The first 40 minutes or so of the film, right from the moment we clap eyes on Jones's trademark brown fedora, are lean, delightful and terrifically handled. That fridge scene, in which Jones, having escaped his captors, unwittingly stumbles into an atomic site, is brilliantly conceived and genuinely frightening. A sustained chase through the streets and sometimes the college lawns of an Ivy League college whets the appetite for more.
But then, almost as soon it hits the jungle, the film veers off course.

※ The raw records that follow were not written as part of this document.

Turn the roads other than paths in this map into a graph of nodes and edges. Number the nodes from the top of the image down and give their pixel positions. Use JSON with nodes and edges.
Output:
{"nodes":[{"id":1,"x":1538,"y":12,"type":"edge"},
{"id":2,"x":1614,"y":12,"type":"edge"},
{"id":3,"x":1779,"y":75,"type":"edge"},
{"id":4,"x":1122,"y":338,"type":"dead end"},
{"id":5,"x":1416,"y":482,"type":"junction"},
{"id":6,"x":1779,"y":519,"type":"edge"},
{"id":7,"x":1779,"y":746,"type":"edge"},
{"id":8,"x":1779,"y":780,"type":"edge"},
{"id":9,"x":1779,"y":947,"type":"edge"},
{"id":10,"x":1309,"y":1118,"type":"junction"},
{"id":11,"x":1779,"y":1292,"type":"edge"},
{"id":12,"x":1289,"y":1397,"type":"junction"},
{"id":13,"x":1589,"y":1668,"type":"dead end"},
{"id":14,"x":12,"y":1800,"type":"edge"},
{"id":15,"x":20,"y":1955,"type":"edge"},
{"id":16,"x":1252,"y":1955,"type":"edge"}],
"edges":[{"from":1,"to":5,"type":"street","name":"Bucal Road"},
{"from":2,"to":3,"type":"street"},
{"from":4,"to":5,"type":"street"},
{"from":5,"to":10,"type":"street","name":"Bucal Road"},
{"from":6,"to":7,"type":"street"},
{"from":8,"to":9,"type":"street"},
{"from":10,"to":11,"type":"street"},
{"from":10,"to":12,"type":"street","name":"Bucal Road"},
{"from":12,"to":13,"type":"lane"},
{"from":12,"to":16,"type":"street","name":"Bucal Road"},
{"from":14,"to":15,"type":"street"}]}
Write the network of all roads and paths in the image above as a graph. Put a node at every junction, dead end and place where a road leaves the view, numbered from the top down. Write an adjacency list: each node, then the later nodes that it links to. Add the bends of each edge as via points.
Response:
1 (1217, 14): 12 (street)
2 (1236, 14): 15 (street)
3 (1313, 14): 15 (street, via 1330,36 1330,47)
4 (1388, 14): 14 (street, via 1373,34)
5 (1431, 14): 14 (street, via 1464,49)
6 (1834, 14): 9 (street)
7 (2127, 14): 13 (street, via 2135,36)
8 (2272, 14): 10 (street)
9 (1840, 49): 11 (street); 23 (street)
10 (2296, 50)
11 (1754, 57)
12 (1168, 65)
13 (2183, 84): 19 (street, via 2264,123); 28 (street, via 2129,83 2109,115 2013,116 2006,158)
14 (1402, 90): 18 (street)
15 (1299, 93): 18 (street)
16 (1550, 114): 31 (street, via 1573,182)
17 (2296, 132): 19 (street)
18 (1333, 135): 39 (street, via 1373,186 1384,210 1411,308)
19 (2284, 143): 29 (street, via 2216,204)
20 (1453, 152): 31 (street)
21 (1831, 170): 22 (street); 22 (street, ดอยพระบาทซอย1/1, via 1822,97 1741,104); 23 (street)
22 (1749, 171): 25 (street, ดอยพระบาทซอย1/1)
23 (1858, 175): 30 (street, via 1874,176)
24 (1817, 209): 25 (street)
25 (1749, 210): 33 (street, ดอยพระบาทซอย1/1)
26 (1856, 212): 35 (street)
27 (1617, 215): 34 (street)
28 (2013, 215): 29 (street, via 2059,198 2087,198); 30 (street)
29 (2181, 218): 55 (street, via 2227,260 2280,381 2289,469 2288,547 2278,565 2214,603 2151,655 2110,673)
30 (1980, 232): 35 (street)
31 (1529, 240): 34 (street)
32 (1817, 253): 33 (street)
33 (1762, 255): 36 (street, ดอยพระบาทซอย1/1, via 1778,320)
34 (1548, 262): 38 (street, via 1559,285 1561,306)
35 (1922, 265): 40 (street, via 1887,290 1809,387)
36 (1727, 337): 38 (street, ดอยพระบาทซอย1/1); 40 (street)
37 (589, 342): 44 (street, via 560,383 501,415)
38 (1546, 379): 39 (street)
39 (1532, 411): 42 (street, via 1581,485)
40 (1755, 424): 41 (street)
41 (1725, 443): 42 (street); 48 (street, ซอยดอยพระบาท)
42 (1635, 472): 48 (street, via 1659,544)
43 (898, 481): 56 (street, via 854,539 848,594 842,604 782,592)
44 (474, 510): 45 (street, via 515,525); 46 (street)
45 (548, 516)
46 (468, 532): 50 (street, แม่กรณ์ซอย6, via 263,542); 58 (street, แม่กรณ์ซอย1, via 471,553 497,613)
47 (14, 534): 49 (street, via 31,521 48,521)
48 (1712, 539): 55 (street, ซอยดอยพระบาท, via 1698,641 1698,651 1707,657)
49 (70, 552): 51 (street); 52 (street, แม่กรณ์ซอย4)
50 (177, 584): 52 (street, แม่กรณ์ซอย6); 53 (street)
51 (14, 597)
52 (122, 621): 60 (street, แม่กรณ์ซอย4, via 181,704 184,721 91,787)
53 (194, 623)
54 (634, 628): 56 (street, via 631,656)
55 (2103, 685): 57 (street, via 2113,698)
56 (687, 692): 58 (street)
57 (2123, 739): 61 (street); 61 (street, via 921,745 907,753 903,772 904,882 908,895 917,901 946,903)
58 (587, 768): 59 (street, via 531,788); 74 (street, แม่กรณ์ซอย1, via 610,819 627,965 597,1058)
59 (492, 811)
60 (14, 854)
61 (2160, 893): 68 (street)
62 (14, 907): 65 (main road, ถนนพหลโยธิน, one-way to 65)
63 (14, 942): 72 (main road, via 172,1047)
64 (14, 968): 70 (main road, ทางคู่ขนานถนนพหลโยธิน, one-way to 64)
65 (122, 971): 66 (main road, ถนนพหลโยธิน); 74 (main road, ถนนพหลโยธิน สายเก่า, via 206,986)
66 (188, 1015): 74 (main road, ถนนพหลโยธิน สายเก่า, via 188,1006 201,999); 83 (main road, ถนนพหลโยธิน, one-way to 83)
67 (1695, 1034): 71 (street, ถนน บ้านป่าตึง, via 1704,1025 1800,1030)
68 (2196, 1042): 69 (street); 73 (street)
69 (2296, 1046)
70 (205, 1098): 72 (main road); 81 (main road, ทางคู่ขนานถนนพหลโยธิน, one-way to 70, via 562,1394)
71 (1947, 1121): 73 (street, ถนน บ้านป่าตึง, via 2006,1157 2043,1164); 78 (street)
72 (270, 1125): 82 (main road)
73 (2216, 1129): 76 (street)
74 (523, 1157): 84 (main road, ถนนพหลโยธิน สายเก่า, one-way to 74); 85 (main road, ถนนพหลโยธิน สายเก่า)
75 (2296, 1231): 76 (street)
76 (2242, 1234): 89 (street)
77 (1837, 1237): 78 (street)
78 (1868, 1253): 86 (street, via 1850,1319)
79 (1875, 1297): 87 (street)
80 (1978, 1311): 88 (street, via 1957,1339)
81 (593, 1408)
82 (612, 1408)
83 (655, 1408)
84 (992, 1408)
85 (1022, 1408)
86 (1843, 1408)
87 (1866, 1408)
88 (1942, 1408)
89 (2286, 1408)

No one's expecting the storyline to be anything more than an occasion for a series of helter-skelter, seat-of-the-pants adventures, so it's a pity that it gets rather bogged down in unnecessarily complicated and not very exciting jaw-jaw about ancient codes, dark spirits and lost tribes.
It's probably not the fault of David Koepp, who wrote the screenplay; more likely, it's down to George Lucas, who conceived the story alongside Jeff Nathanson and, as recent Star Wars films have shown, has a propensity for woozy mysticism.
The result is that too many characters get short-changed. John Hurt's elderly and brain-fogged archaeologist wanders around uttering bleating noises but not really maximising the power of the skull he's holding. Ray Winstone, as duplicitous pal Mac, resembles a porked-up Leslie Phillips, but does little more than plummily cry out "Jonesy!" every so often.
It's the female characters who are most AWOL. The return of Karen Allen as love interest Marion Ravenwood is hurried through so quickly that the two don't have the time to flirt and squabble to any endearing degree. And Blanchett, who looks fabulously extra-terrestrial and would have been a superb sparring partner, is confined after the first half hour to fighting and chasing sequences.
Harrison Ford himself is absolutely fine. He's craggier than before, and certainly a little stiff when it comes to flashing his whip, but he's not at all bad here. The script makes things easier for him, acknowledging his age - "It's not as easy as it used to be… We were younger," he admits to Mac at the very outset - as well as delegating the more energetic moves to Mutt, who, towards the end, is almost proffered to the audience as the next Indiana Jones.
That won't work. Ford, in his late thirties when this franchise began, brought a droll maturity to the role that the callow LaBeouf lacks.
And the franchise? Well, countless films from The Mummy to Spy Kids have aped elements of Spielberg's style. The likes of Speed Racer have upped the levels of manic excitement one might expect to experience at a movie theatre.
The Kingdom of the Crystal Skull isn't a let-down so much as an attempt, as much romantic as financially motivated, to make a sequel for a film series whose most intense charms were defined by the era from which it emerged. A further sequel may well be impossible, even for a director as ambitious as Spielberg.